Ce sont d’abord les travaux de Leroi-Gourhan et de Simondon. Le premier nous a appris que c’est le geste et la parole, en tant qu’émanations du corps, qui s’incarnent dans tous nos objets technologiques. La technique apparaît alors comme une poursuite du mouvement du vivant par d’autres moyens que la vie. Quant à Simondon, il a mis en évidence le travail d’individuation (nous dirions aujourd’hui de « subjectivation ») lié à nos usages des objets technologiques, et la façon dont ce travail est à la fois individuel et collectif. Il est individuel car la relation que chacun entretient avec les technologies qu’il utilise dépend autant de l’usage qu’il en fait que des possibilités que leurs concepteurs en ont prévu. Et il est en même temps collectif du fait des nombreux liens entre individus que l’appropriation collective des technologies favorise. Chacun ne s’individualise psychiquement que par l’intermédiaire des milieux techniques par lesquels les différents individus se relient entre eux de façon à former un collectif. L’homme s’invente en inventant l’outil et la dimension socio-affective à nos objets technologiques est considérable.

Quelle place pour la psychanalyse?

Et la psychanalyse?
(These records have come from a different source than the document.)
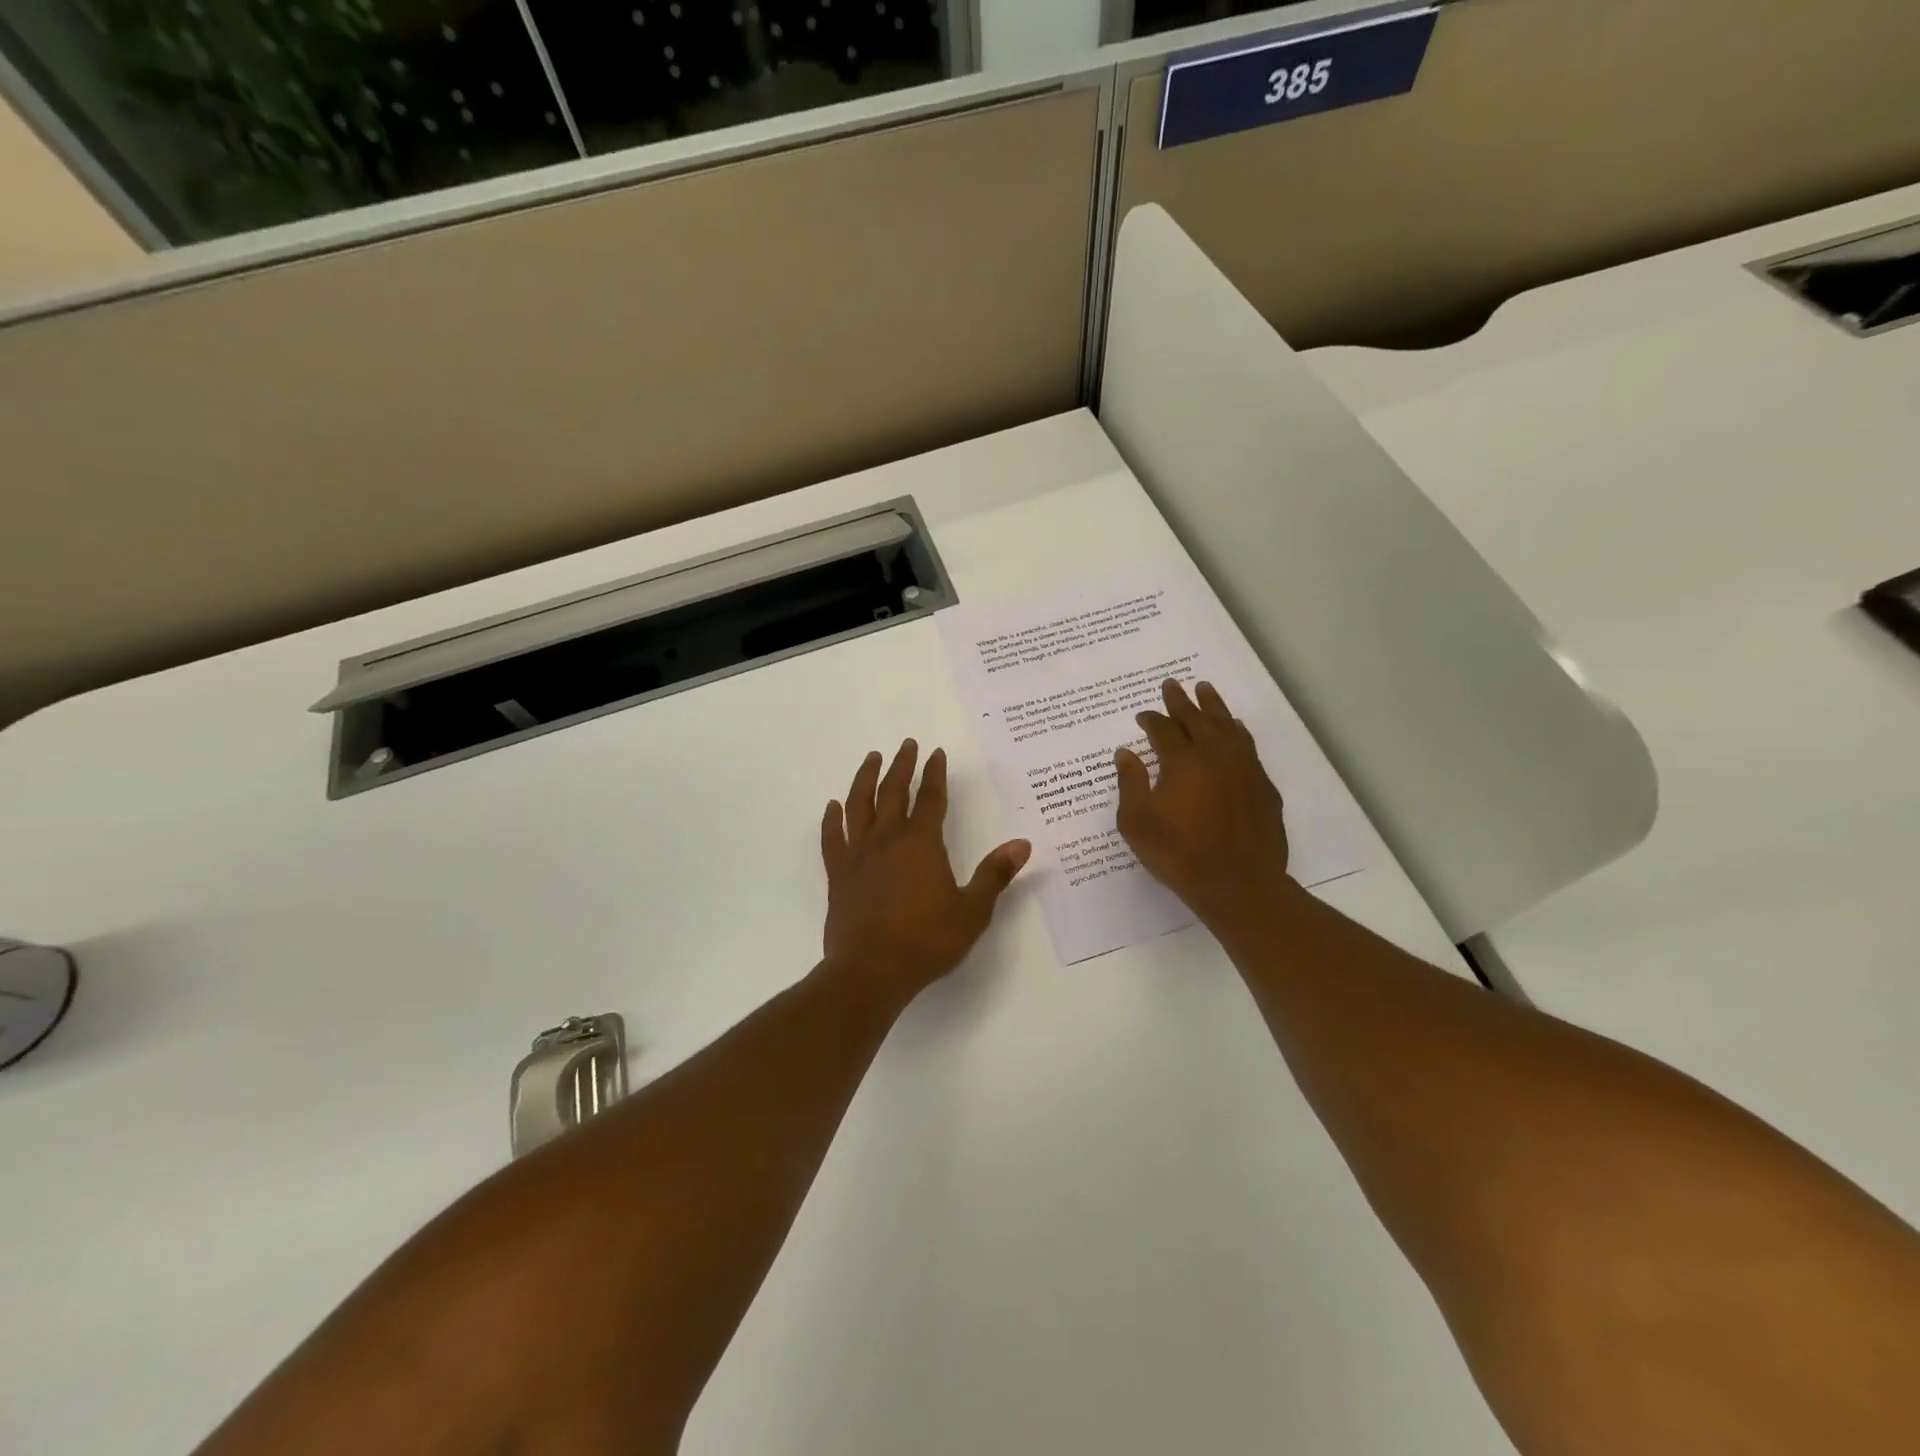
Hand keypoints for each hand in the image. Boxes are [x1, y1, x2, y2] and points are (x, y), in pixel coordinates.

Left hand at [821, 740, 1030, 1003]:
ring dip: (865, 779)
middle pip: (893, 792)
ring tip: (871, 758)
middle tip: (905, 744)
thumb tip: (1022, 843)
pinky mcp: (838, 874)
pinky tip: (832, 807)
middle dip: (901, 765)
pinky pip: (833, 838)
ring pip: (859, 805)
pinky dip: (832, 819)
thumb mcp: (972, 911)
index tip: (935, 753)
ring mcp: (858, 855)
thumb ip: (995, 874)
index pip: (931, 798)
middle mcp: (888, 839)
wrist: (870, 971)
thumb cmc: (926, 941)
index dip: (935, 773)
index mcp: (922, 843)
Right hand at [1115, 680, 1291, 929]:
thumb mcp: (1137, 823)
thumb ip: (1130, 783)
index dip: (1151, 720)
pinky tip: (1234, 729)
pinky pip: (1247, 746)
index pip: (1163, 730)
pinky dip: (1237, 731)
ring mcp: (1244, 768)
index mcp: (1182, 761)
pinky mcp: (1262, 786)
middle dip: (1181, 701)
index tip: (1143, 715)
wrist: (1238, 884)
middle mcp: (1215, 755)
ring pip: (1227, 726)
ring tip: (1205, 690)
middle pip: (1196, 718)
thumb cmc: (1179, 854)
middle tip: (1172, 685)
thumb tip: (1126, 753)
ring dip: (1213, 706)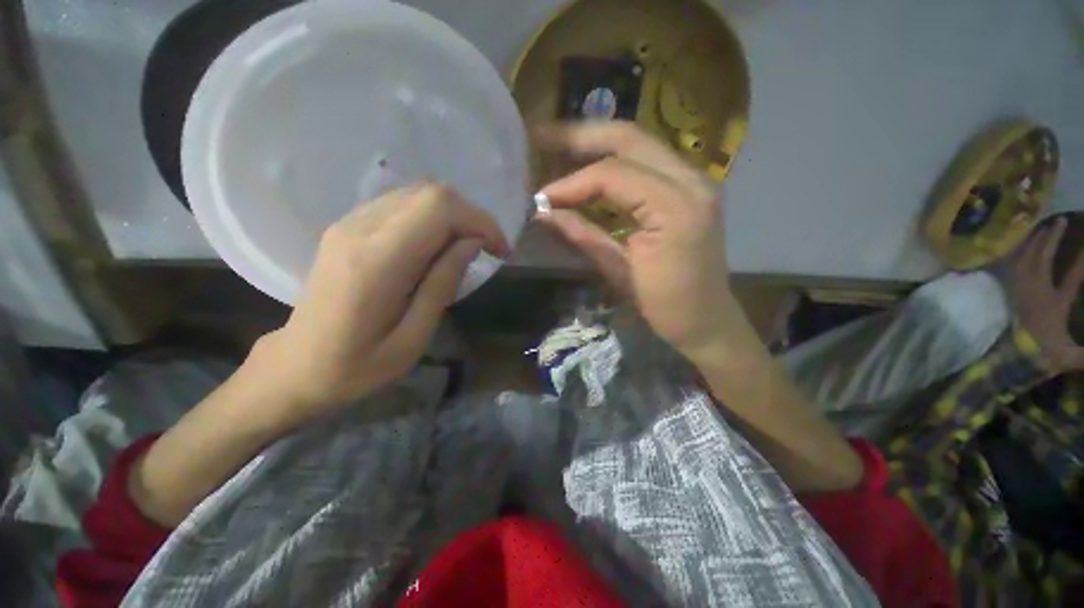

La relation que chacun entretient avec les technologies qu’il utilise dépend autant de ses désirs inconscients que de ses apprentissages et des possibilités que leurs concepteurs ont prévu, car les technologies numériques ont largement ouvert la voie aux détournements divers. Parmi tous les concepts analytiques proposés depuis un siècle, lesquels nous sont utiles pour bâtir cette nouvelle science de nos relations à des machines auxquelles nous délèguerons de plus en plus des parties de nous mêmes? C’est un chantier considérable qui s’ouvre à nous. Contentons nous d’en poser un jalon. Il s’agit de la tendance de l’appareil psychique à externaliser ses contenus. Reprenant l’idée de Freud selon laquelle la conscience se forme à la périphérie l’appareil psychique, Imre Hermann a constaté que les conflits entre instances psychiques sont volontiers projetés à la périphérie de notre corps, où il se traduisent par des tensions ou des douleurs. A sa suite, faisons un nouveau pas: après avoir produit la conscience comme une couche périphérique du système psychique, l’esprit humain continue à déléguer aux divers objets qu’il fabrique – concepts, images matérielles et objets technologiques – à la fois ses instances (à commencer par son surmoi), ses désirs inconscients et ses processus secondaires. Toute la question est alors de savoir dans chaque cas s’il le fait pour mieux se connaître, anticiper son devenir… ou se débarrasser de parties de lui-même qu’il préfère ignorer, voire qu’il n’a jamais voulu connaître. Externaliser n’a pas la même signification qu’excorporer, et ces deux mots ont eux-mêmes une signification différente que projeter.